It’s chilly in the early morning as the Orion mock capsule is loaded into a C-17 aircraft at the Yuma International Airport NASA Hangar.
The capsule will be dropped from 25,000 feet. It weighs 22,300 pounds. The mock-up is like the real thing in almost every way — except size. In order to fit into the plane, the mock capsule had to be made two feet shorter. But Jared Daum, hardware lead for the Capsule Parachute Assembly System (CPAS), says that shouldn’t affect the test much.
“The effect that the vehicle has on the parachutes is what we call the wake,” Daum says. “One of the main players in that is the diameter of the spacecraft. So our diameter is representative of the actual Orion spacecraft.”
All parachute-testing for the Orion capsule takes place at Yuma Proving Ground. And Daum says these tests help them see and understand what they can’t predict.
“It’s not like you’re driving a car down the road, you get a flat tire, you can get out and change it,” Daum says. “If something goes wrong with our parachutes, we have to have the redundancy built into the system.”
The tests needed to create that reliability are expensive.
“It costs between $1 [million] and $1.5 million per test,” says Carol Evans, the test manager.
The last time NASA came to the Yuma Proving Ground for one of these tests was in June 2016, and the test was postponed for technical reasons. Evans says that was a loss of about $200,000. Moreover, it cost them time.
“We’ve got eight tests in this qualification series and we need to proceed on schedule,” Evans says.
For that same reason, they also hope no changes need to be made. In this “qualification” stage, the goal is to test the finished product.
Harold Robertson, test engineer for CPAS, says one of the major changes made in the previous stage was switching out steel “risers” for Kevlar ones. A riser connects the parachute to the spacecraft.

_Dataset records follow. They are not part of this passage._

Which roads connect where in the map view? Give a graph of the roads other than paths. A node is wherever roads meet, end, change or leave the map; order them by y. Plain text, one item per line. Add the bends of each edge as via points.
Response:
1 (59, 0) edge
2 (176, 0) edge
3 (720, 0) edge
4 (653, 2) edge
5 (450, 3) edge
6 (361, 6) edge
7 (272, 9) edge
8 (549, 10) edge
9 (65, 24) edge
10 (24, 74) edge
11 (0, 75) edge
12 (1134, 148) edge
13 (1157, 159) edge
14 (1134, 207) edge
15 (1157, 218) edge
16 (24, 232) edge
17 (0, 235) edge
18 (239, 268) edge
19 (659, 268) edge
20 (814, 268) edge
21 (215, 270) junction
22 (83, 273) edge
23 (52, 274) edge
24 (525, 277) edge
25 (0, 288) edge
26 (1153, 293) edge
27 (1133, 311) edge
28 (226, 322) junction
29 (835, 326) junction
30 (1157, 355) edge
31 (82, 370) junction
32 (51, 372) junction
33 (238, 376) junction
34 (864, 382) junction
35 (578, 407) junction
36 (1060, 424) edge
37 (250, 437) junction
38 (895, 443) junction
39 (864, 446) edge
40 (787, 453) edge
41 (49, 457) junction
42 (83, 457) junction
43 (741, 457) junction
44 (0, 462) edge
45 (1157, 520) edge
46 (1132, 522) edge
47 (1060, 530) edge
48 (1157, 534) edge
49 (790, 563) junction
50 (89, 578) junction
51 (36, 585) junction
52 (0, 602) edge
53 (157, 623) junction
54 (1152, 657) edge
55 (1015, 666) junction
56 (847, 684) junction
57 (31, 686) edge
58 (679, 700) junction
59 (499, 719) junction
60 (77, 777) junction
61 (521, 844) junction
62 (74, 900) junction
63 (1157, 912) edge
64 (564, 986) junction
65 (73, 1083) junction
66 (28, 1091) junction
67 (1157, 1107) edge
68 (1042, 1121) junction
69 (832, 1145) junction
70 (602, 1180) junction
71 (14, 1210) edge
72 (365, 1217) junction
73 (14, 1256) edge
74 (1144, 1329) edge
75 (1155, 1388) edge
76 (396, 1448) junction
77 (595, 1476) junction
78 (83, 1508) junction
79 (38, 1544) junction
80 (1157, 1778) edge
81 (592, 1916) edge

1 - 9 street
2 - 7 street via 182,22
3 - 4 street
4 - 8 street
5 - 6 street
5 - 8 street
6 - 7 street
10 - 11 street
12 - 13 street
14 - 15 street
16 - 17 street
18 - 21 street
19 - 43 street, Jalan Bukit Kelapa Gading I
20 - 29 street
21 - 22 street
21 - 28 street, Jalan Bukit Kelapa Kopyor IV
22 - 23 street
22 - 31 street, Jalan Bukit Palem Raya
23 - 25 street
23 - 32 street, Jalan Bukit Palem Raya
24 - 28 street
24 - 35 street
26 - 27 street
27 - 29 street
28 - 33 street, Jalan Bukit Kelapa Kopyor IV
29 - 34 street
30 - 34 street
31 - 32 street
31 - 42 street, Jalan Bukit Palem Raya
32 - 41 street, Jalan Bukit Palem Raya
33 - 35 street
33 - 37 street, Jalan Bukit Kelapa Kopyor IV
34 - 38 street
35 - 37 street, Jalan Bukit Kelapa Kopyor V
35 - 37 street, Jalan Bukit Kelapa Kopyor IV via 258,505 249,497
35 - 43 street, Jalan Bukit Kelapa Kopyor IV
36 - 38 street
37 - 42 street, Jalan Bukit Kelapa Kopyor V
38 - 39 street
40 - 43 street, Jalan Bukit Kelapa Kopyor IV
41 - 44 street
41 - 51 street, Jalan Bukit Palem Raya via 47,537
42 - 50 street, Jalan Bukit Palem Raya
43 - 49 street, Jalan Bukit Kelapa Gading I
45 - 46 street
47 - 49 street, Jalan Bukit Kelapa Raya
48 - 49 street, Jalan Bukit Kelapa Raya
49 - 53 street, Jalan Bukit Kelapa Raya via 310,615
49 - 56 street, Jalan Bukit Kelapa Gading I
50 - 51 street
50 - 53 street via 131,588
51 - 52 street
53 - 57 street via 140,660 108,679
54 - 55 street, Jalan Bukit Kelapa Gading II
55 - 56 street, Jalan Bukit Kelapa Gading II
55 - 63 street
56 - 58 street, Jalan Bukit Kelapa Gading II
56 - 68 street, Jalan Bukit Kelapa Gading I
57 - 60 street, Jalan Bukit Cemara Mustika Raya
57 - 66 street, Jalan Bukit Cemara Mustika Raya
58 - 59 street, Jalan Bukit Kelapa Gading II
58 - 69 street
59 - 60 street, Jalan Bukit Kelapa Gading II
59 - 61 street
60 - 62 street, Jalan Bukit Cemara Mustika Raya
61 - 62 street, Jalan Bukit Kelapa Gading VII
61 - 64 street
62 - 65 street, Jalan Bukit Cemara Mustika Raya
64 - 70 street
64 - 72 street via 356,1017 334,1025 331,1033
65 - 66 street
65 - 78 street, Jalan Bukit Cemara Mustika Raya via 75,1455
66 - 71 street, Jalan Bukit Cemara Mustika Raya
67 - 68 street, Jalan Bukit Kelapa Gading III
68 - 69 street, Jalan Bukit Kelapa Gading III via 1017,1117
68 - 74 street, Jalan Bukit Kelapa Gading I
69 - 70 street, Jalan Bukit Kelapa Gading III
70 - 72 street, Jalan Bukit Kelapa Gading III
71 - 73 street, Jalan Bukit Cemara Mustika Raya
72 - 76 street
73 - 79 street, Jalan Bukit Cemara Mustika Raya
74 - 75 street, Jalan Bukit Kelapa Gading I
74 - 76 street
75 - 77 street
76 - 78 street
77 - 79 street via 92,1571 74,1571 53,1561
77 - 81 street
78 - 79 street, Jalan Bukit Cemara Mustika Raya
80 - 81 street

“They were concerned about the risers getting in contact close with the capsule, you know, warmed up after coming into the Earth’s atmosphere,” Robertson says. “With improved materials technology, we were able to come up with textile solution that met the thermal requirements but also saved a lot of weight.”
Two days later, in the middle of the desert surrounded by mountains, a crowd of scientists and media stand under a blue sky waiting for the C-17 to fly overhead and drop the capsule. After more than an hour delay and several fly-overs, observers watch the C-17 drop the mock-up. The orange-red parachutes open and the capsule floats downward.
Arriving at the landing site after a short drive, Koki Machin, chief engineer for CPAS, walks up to the capsule. He’s been on this project since it began in 2006.
Machin says when they finally get their project out of Earth’s atmosphere he will be most concerned about the things he didn’t think about during the testing phase —the unpredictable things that could happen in space.
The U.S. hasn’t left low-Earth orbit since the Apollo program, which took humans to the moon and back, ended in 1972. Machin says they have a motto about that project.
“We gave out these little bracelets that said, ‘What did Apollo do?’”
Machin turns his hand over and reads the message on his wrist.
“Because we found ourselves asking that question over and over again! You know, think about this," he says. "Don’t just press on. Stop. Look at the past, learn from it, and make the best assessment from there.”
The team plans to wrap up the qualification stage with six more tests by 2019.